As you age, your "health risk' increases, which increases the risk for the insurers. To offset this risk, insurers charge a higher premium. Hence, it is advisable to buy insurance as early as possible.
The Max Life calculator shows the difference in premium that Mr. Singh (25 years old) and Mr. Sharma (35 years old) will have to pay on a ₹ 25 lakhs cover for a 40-year term policy. Assuming, both are non-smokers, for a life cover of Rs 25 lakhs, over a policy duration of 40 years, Mr. Singh has to pay an annual premium of Rs 2,500 while Mr. Sharma has to pay a premium of Rs. 3,950 for the same cover.
As you can see, Mr Sharma has to pay a 58% higher premium because he has started 10 years after Mr. Singh. Hence, by planning early, one can easily save the extra premium.
Base premium is the minimum amount payable for getting the life cover, without the riders and taxes. This is based on the age, gender, and smoking habit of the person to be insured. The base premium for online term insurance plans is generally lower than that for offline plans due to less distribution costs.
A 'Rider' is additional coverage with your basic plan. There are various riders you can opt for such as for accidental coverage, critical illness, disability etc, based on your specific needs.

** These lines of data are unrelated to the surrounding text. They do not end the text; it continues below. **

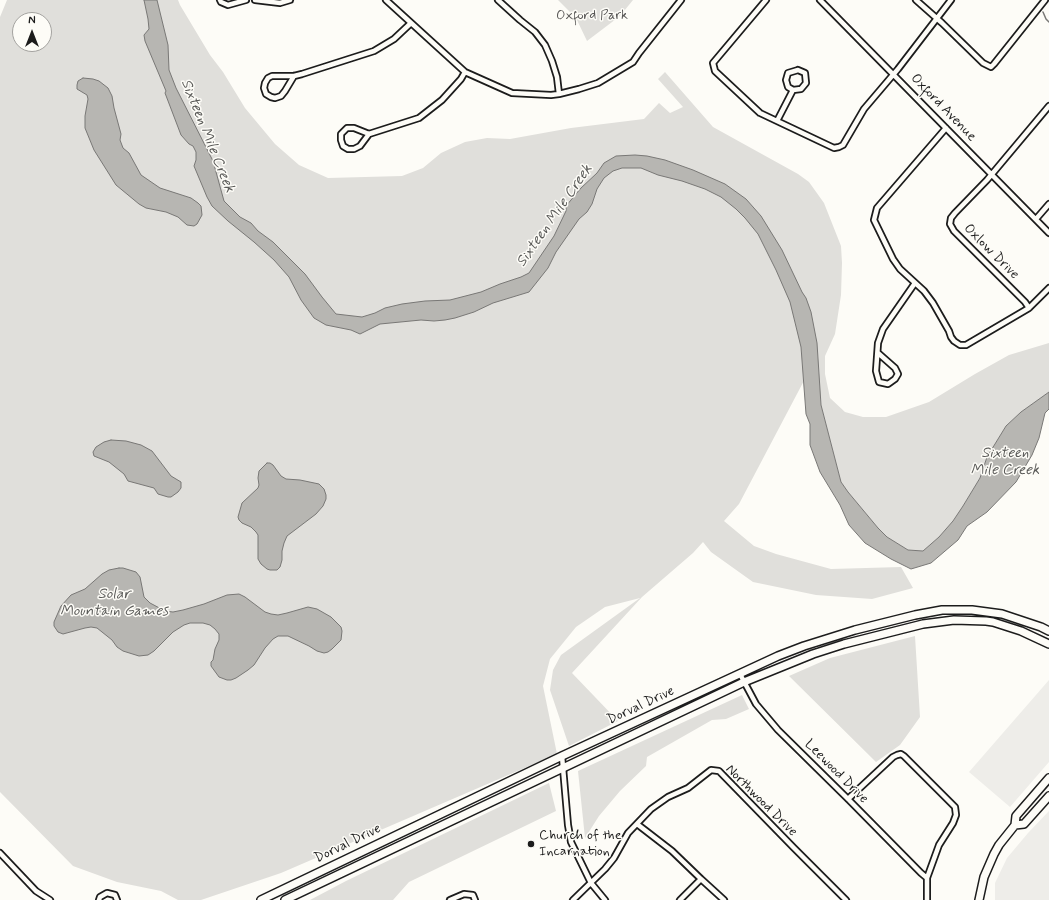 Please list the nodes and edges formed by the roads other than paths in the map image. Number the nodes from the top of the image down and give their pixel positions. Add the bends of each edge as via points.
1 (220, 0) edge
2 (246, 0) edge
3 (255, 0) edge
4 (290, 0) edge
5 (386, 0) edge
6 (498, 0) edge
7 (681, 0) edge
8 (766, 0) edge
9 (820, 0) edge
10 (916, 0) edge
11 (951, 0) edge
12 (1044, 1) edge
13 (937, 18) junction
14 (411, 22) junction
15 (465, 72) junction
16 (893, 74) junction
17 (294, 76) junction
18 (793, 90) junction
19 (559, 94) junction
20 (1049, 106) edge
21 (777, 121) junction
22 (946, 128) junction
23 (369, 134) junction
24 (992, 175) junction
25 (1049, 204) edge
26 (1036, 219) junction
27 (1049, 232) edge
28 (915, 283) junction
29 (1049, 288) edge
30 (1029, 308) junction
31 (878, 353) junction
32 (1049, 631) edge
33 (1049, 644) edge
34 (740, 674) junction
35 (744, 682) junction
36 (562, 756) junction
37 (563, 767) junction
38 (1049, 778) edge
39 (1049, 796) edge
40 (848, 799) junction
41 (637, 824) junction
42 (1015, 825) junction
43 (0, 853) edge
44 (927, 878) junction
45 (701, 879) junction
46 (591, 883) junction
47 (50, 900) edge
48 (99, 900) edge
49 (117, 900) edge
50 (261, 900) edge
51 (285, 900) edge
52 (450, 900) edge
53 (476, 900) edge
54 (573, 900) edge
55 (605, 900) edge
56 (680, 900) edge
57 (724, 900) edge
58 (846, 900) edge
59 (927, 900) edge
60 (979, 900) edge

1 - 2 street via 228,4
3 - 4 street via 280,3
5 - 14 street
6 - 19 street via 546,45 557,77
7 - 19 street via 633,62 598,83
8 - 21 street via 713,63 715,71 760,113
9 - 16 street, Oxford Avenue
10 - 13 street
11 - 13 street
12 - 13 street via 991,67 983,63
13 - 16 street
14 - 15 street
14 - 17 street via 394,39 374,51
15 - 19 street via 512,93
15 - 23 street via 442,100 418,118
16 - 21 street via 864,109 843,145 839,147 834,148
16 - 22 street, Oxford Avenue
17 - 17 street via 281,96 275,98 266,94 264,88 268,78
18 - 18 street via 801,89 806,83 805,74 798,70 788,73 786,80 788,87
18 - 21 street
20 - 24 street
22 - 24 street, Oxford Avenue
22 - 28 street via 877,208 874,220 893,259
23 - 23 street via 347,128 341,134 341,140 343,146 354,149 360,146
24 - 26 street, Oxford Avenue
24 - 30 street, Oxlow Drive via 955,213 950,224 954,232
25 - 26 street
26 - 27 street, Oxford Avenue
28 - 30 street via 933,303 951,337 960,345 966,346
28 - 31 street via 883,329 878,343
29 - 30 street
31 - 31 street via 876,371 879,382 888,384 898,374
32 - 34 main road, Dorval Drive via 1002,614 942,610 855,630 804,646
33 - 35 main road, Dorval Drive via 993,622 939,621 844,644
34 - 35 street, Leewood Drive
34 - 36 main road, Dorval Drive
35 - 37 main road, Dorval Drive
35 - 40 street, Leewood Drive via 756,704 778,730
36 - 37 street
36 - 50 main road, Dorval Drive
37 - 46 street via 571,842
37 - 51 main road, Dorval Drive
38 - 42 main road via 1016,816
39 - 42 main road via 1024,824
40 - 44 street, Leewood Drive
40 - 44 street via 893,757 901,754 904,756 955,807 956,811 953,823 940,845
41 - 45 street via 672,851
41 - 46 street, Northwood Drive via 614,858
41 - 58 street, Northwood Drive via 664,799 688,788 711,770 719,771
42 - 60 main road via 989,864
43 - 47 street via 36,891
44 - 59 street
45 - 56 street
45 - 57 street
46 - 54 street, Northwood Drive
46 - 55 street
48 - 49 street via 107,893 115,895
52 - 53 street via 464,894 473,895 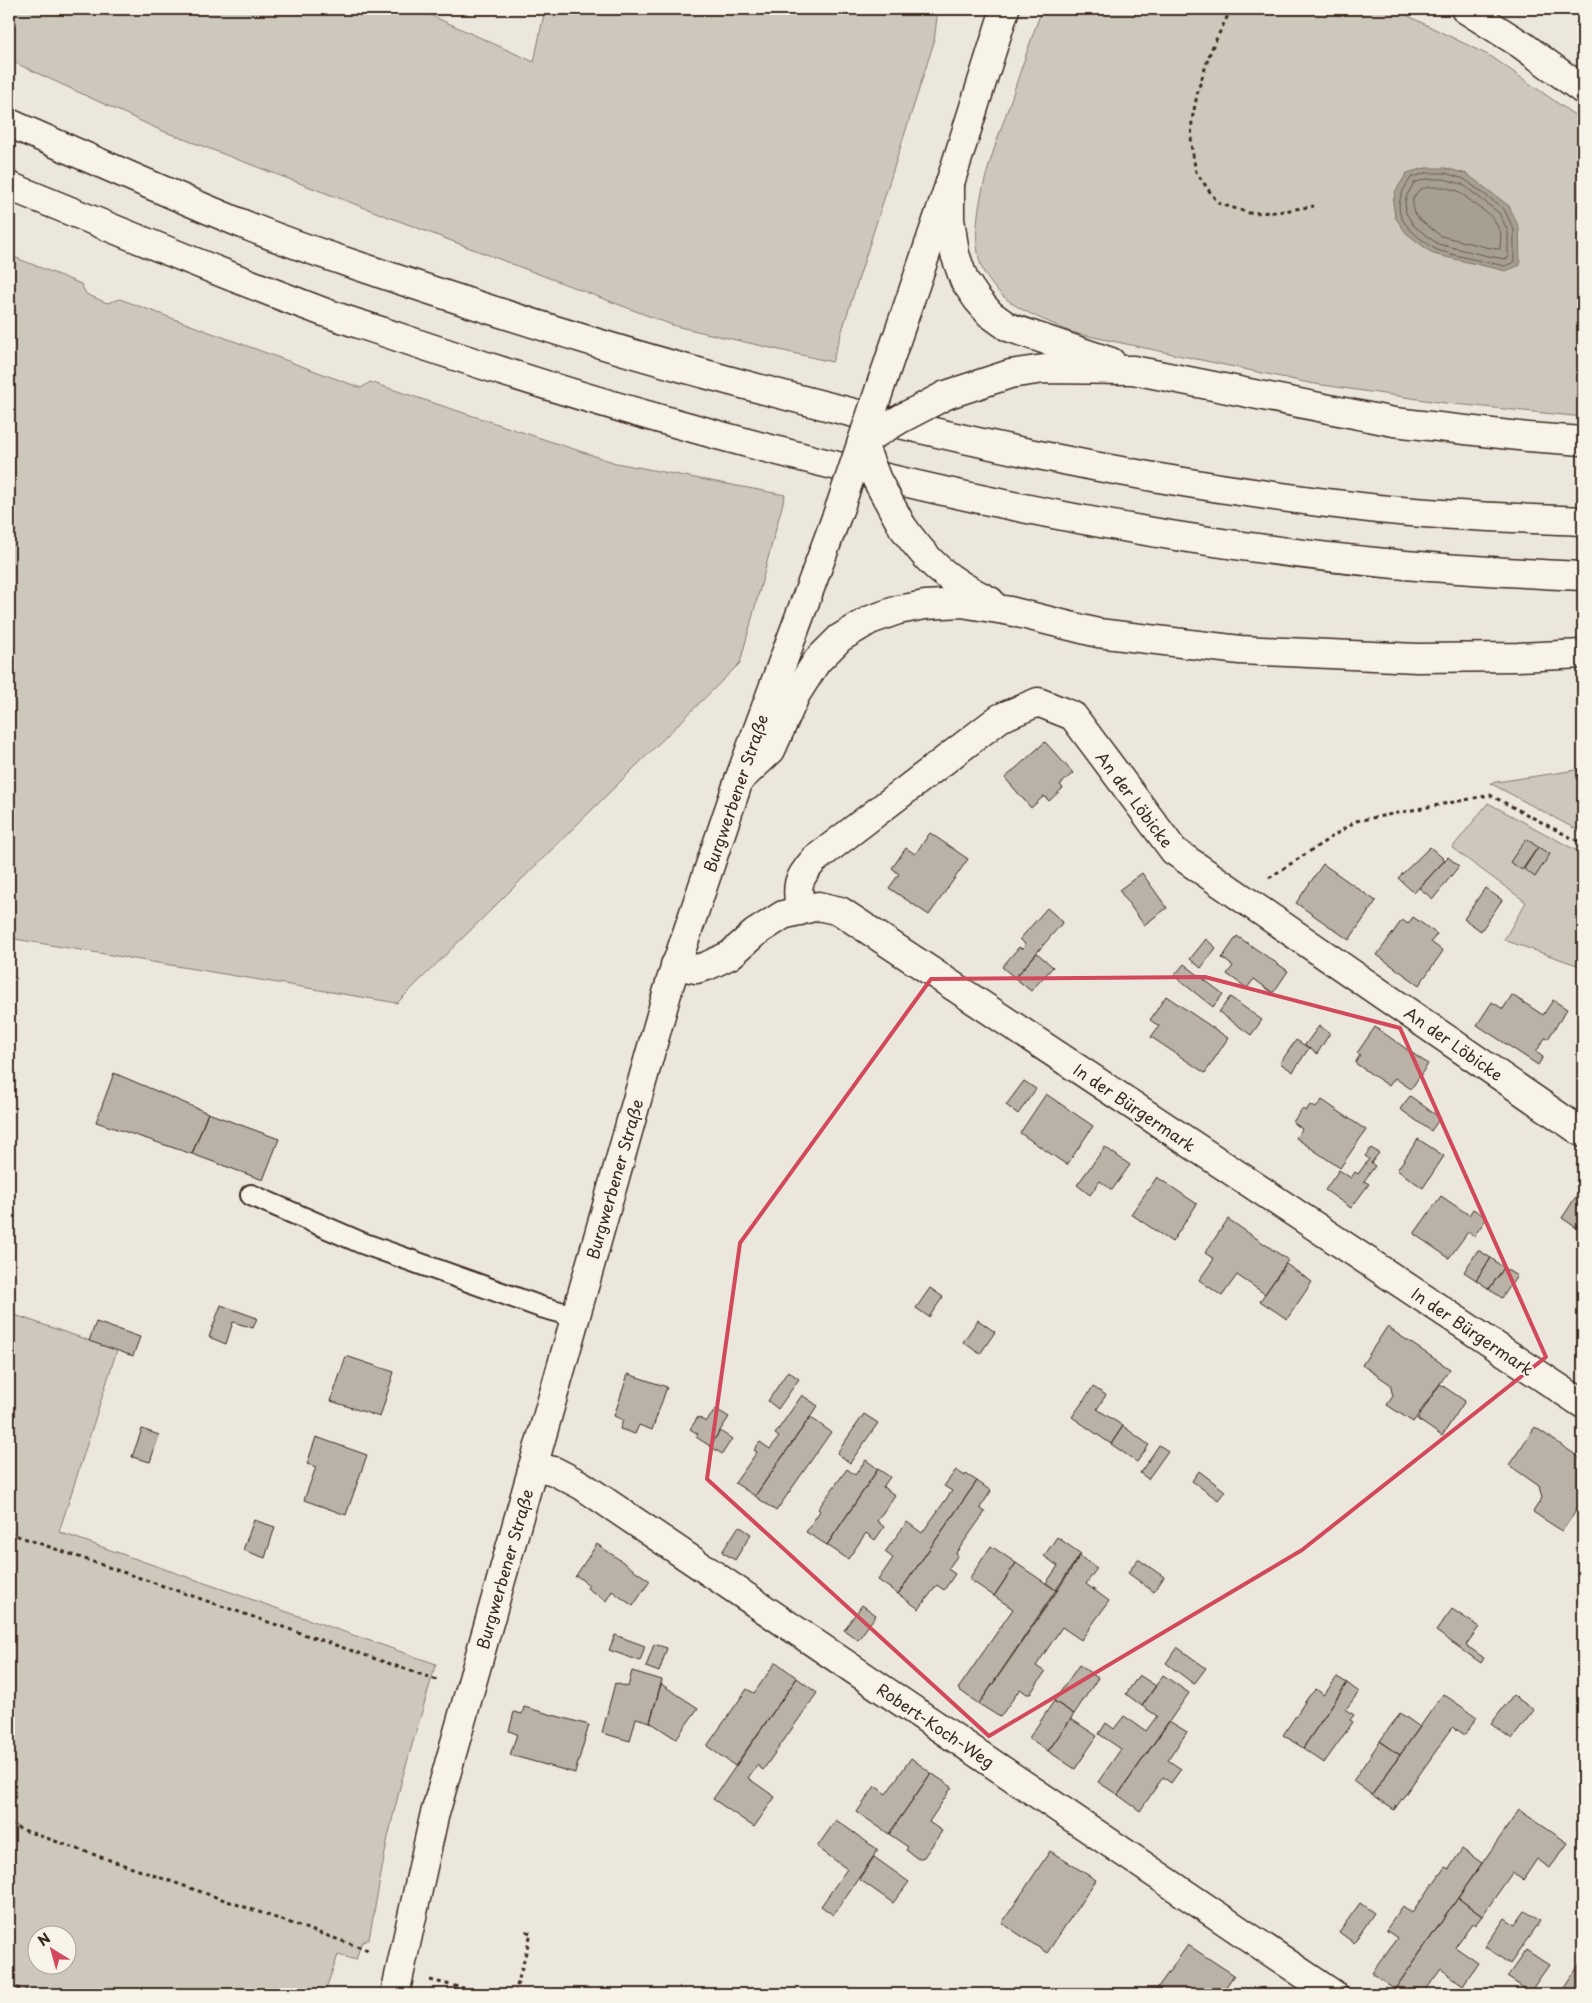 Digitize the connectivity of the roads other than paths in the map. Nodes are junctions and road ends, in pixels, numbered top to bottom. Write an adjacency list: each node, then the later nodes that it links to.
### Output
1 (1005, 9): 5 (main road, Burgwerbener Straße)
2 (1465, 9): 3 (main road)
3 (1583, 90)
4 (9, 123): 10 (main road)
5 (950, 183): 7 (main road); 9 (main road, Burgwerbener Straße, bridge)
6 (9, 186): 11 (main road)
7 (1133, 370): 8 (main road); 9 (main road, bridge)
8 (1583, 441)
9 (862, 442): 12 (main road, bridge); 14 (main road, Burgwerbener Straße, bridge)
10 (1583, 521)
11 (1583, 576)
12 (1010, 611): 13 (main road); 14 (main road)
13 (1583, 654)
14 (738, 780): 16 (main road, Burgwerbener Straße)
15 (800, 911): 16 (main road, In der Bürgermark); 17 (main road, An der Löbicke); 20 (main road, In der Bürgermark)
16 (675, 966): 19 (main road, Burgwerbener Straße)
17 (1583, 1133)
18 (251, 1195): 19 (lane)
19 (575, 1316): 21 (main road, Burgwerbener Straße)
20 (1583, 1404)
21 (533, 1466): 22 (main road, Burgwerbener Straße); 23 (main road, Robert-Koch-Weg)
22 (400, 1975)
23 (1333, 1994)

Like most other services, life insurance also attracts Service Tax. This is a standard addition across policy types and insurance companies. So whenever you receive an insurance quote, look closely if it is inclusive of the Service Tax component or not.
Currently, the rate of service tax is 14% and the insured can claim tax benefits (under section 80C of the IT Act) for the life insurance premium.
Insurers have a Policy Lapse clause defined in every insurance policy. The clause states that, if you fail to pay the premium within a certain no. of days from the due date, the policy lapses and no benefits are payable.
The policy can then be revived by paying the stipulated charges. Make note of these charges when you opt for a life insurance policy. The lapse charges include overdue premium, taxes, late fees (penalty) and interest. These charges can be easily avoided by opting for a Standing Instruction for the premium payments.
If you are over 50 years old or have applied for a high sum assured, you might have to undergo a medical test. If there are no serious health risks, your policy is issued at standard terms. However, if you are not in good health, and if the medical examination highlights a risk, you might receive a counter offer to either reduce the life cover or pay a higher premium (called Rate Up).
Read the T&Cs in detail and examine a quote closely before finalizing an insurance policy.